**TRY IT**. Your job is to report every line of the entries that has "BANK".

(RECORDS FOR PROCESSING)

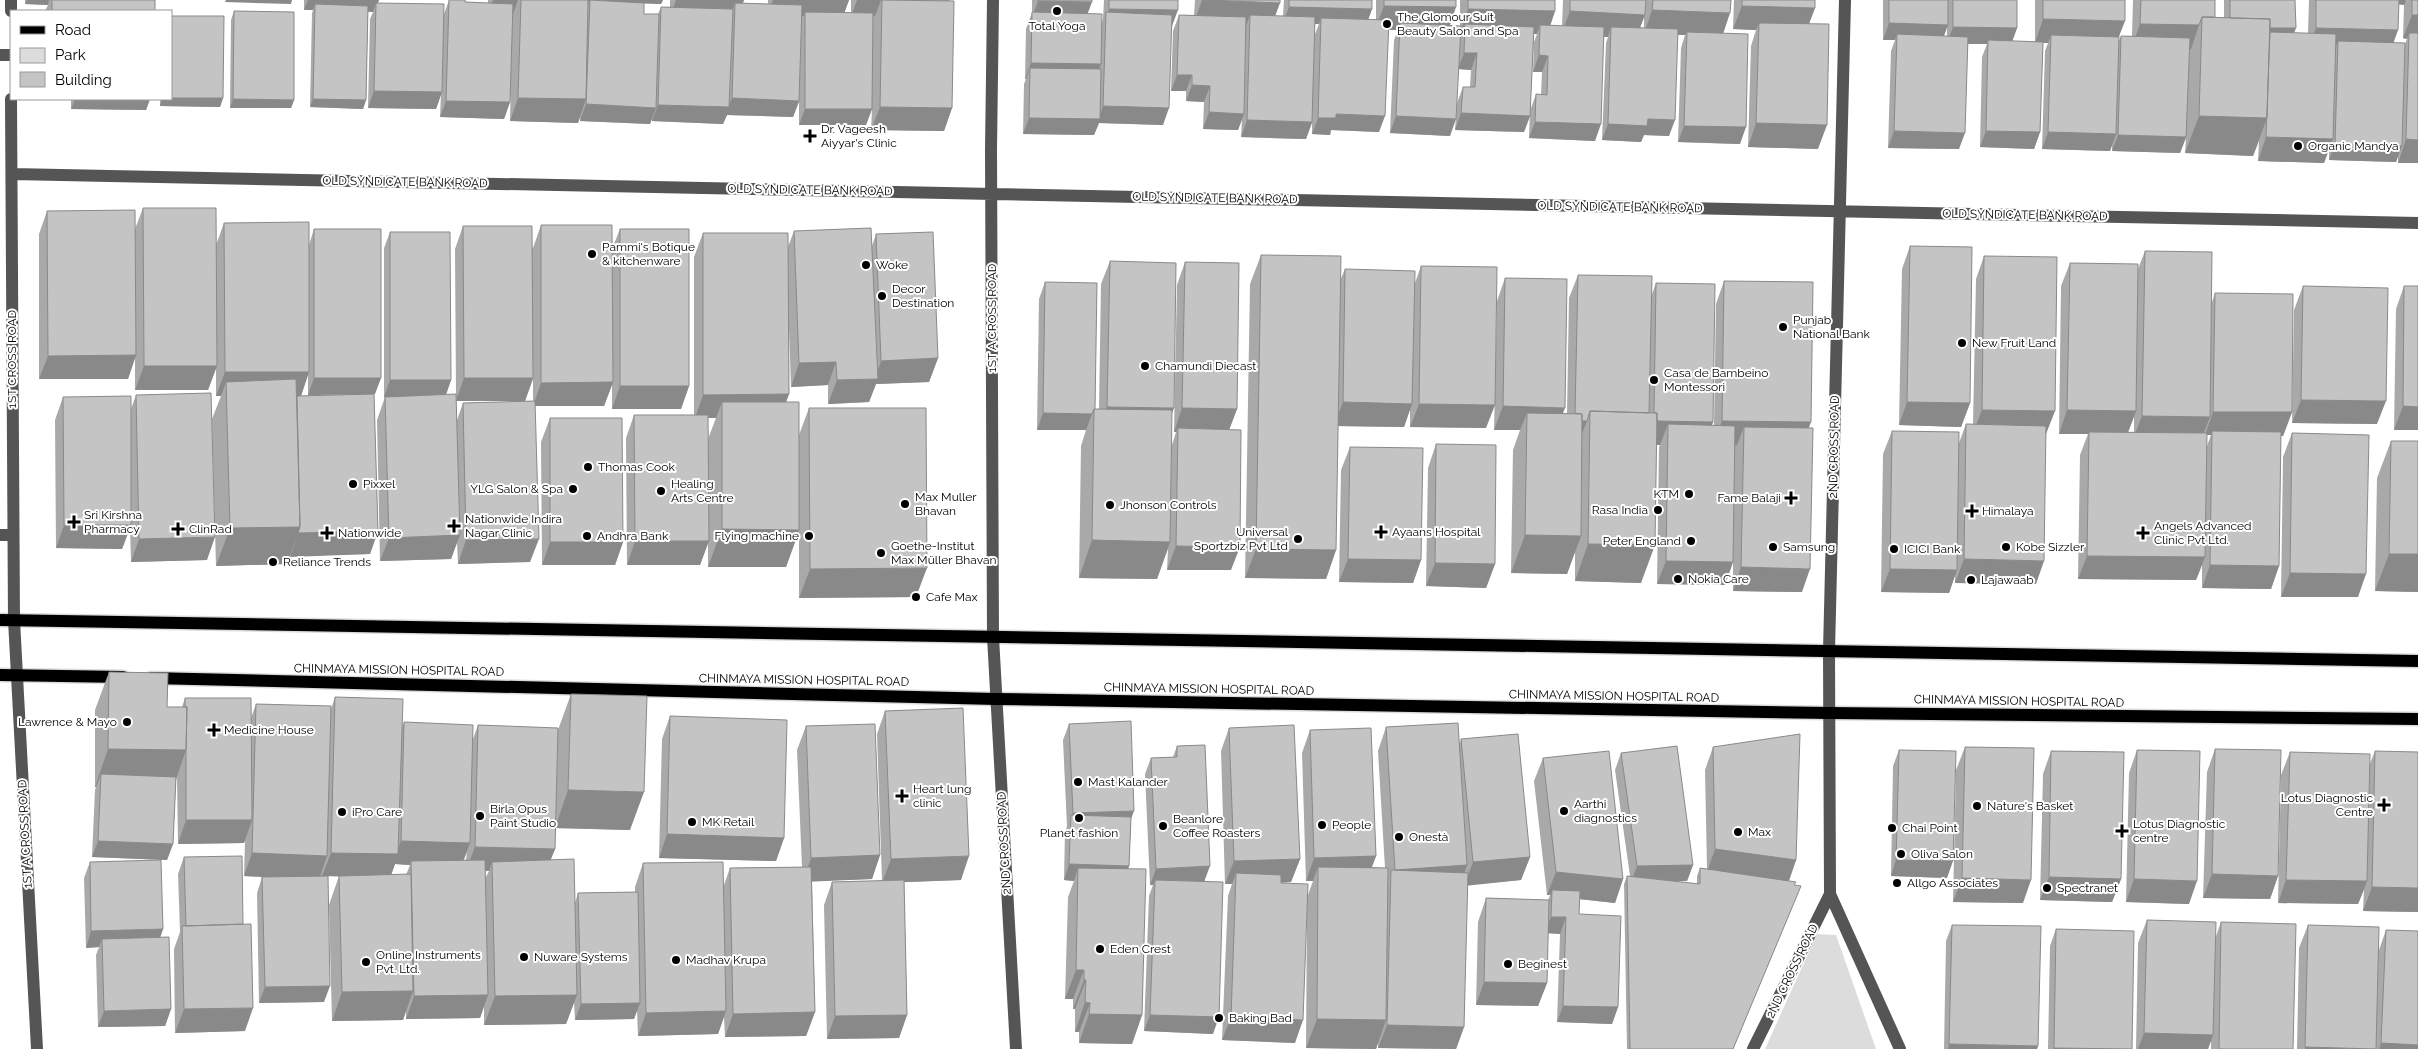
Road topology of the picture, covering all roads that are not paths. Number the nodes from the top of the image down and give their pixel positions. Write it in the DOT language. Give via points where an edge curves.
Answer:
graph roads {
  1 [pos="993,0"];
  2 [pos="1845,0"];
  3 [pos="11,100"];
  4 [pos="12,174"];
  5 [pos="992,194"];
  6 [pos="1840,211"];
  7 [pos="2418,223"];
  8 [pos="0,535"];
  9 [pos="13,535"];
  10 [pos="0,620"];
  11 [pos="14,620"];
  12 [pos="992,637"];
  13 [pos="1829,651"];
  14 [pos="2418,661"];
  15 [pos="0,674"];
  16 [pos="16,675"];
  17 [pos="996,699"];
  18 [pos="1829,713"];
  19 [pos="2418,719"];
  20 [pos="1830,894"];
  21 [pos="37,1049"];
  22 [pos="1016,1049"];
  23 [pos="1754,1049"];
  24 [pos="1900,1049"];
  1 -- 5 [label="street, 1ST A CROSS ROAD"];
  2 -- 6 [label="street, 2ND CROSS ROAD"];
  3 -- 4 [label="street, 1ST CROSS ROAD"];
  4 -- 5 [label="street, OLD SYNDICATE BANK ROAD"];
  4 -- 9 [label="street, 1ST CROSS ROAD"];
  5 -- 6 [label="street, OLD SYNDICATE BANK ROAD"];
  5 -- 12 [label="street, 1ST A CROSS ROAD"];
  6 -- 7 [label="street, OLD SYNDICATE BANK ROAD"];
  6 -- 13 [label="street, 2ND CROSS ROAD"];
  8 -- 9 [label="street"];
  9 -- 11 [label="street, 1ST CROSS ROAD"];
  10 -- 11 [label="main road"];
  11 -- 12 [label="main road"];
  11 -- 16 [label="street, 1ST A CROSS ROAD"];
  12 -- 13 [label="main road"];
  12 -- 17 [label="street, 2ND CROSS ROAD"];
  13 -- 14 [label="main road"];
  13 -- 18 [label="street, 2ND CROSS ROAD"];
  15 -- 16 [label="main road, CHINMAYA MISSION HOSPITAL ROAD"];
  16 -- 17 [label="main road, CHINMAYA MISSION HOSPITAL ROAD"];
  16 -- 21 [label="street, 1ST A CROSS ROAD"];
  17 -- 18 [label="main road, CHINMAYA MISSION HOSPITAL ROAD"];
  17 -- 22 [label="street, 2ND CROSS ROAD"];
  18 -- 19 [label="main road, CHINMAYA MISSION HOSPITAL ROAD"];
  18 -- 20 [label="street, 2ND CROSS ROAD"];
  20 -- 23 [label="street, 2ND CROSS ROAD"];
  20 -- 24 [label="street, 2ND CROSS ROAD"];
}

(End RECORDS FOR PROCESSING)

**YOUR RESPONSE**.
  4 -- 5 [label="street, OLD SYNDICATE BANK ROAD"];
  5 -- 6 [label="street, OLD SYNDICATE BANK ROAD"];
  6 -- 7 [label="street, OLD SYNDICATE BANK ROAD"];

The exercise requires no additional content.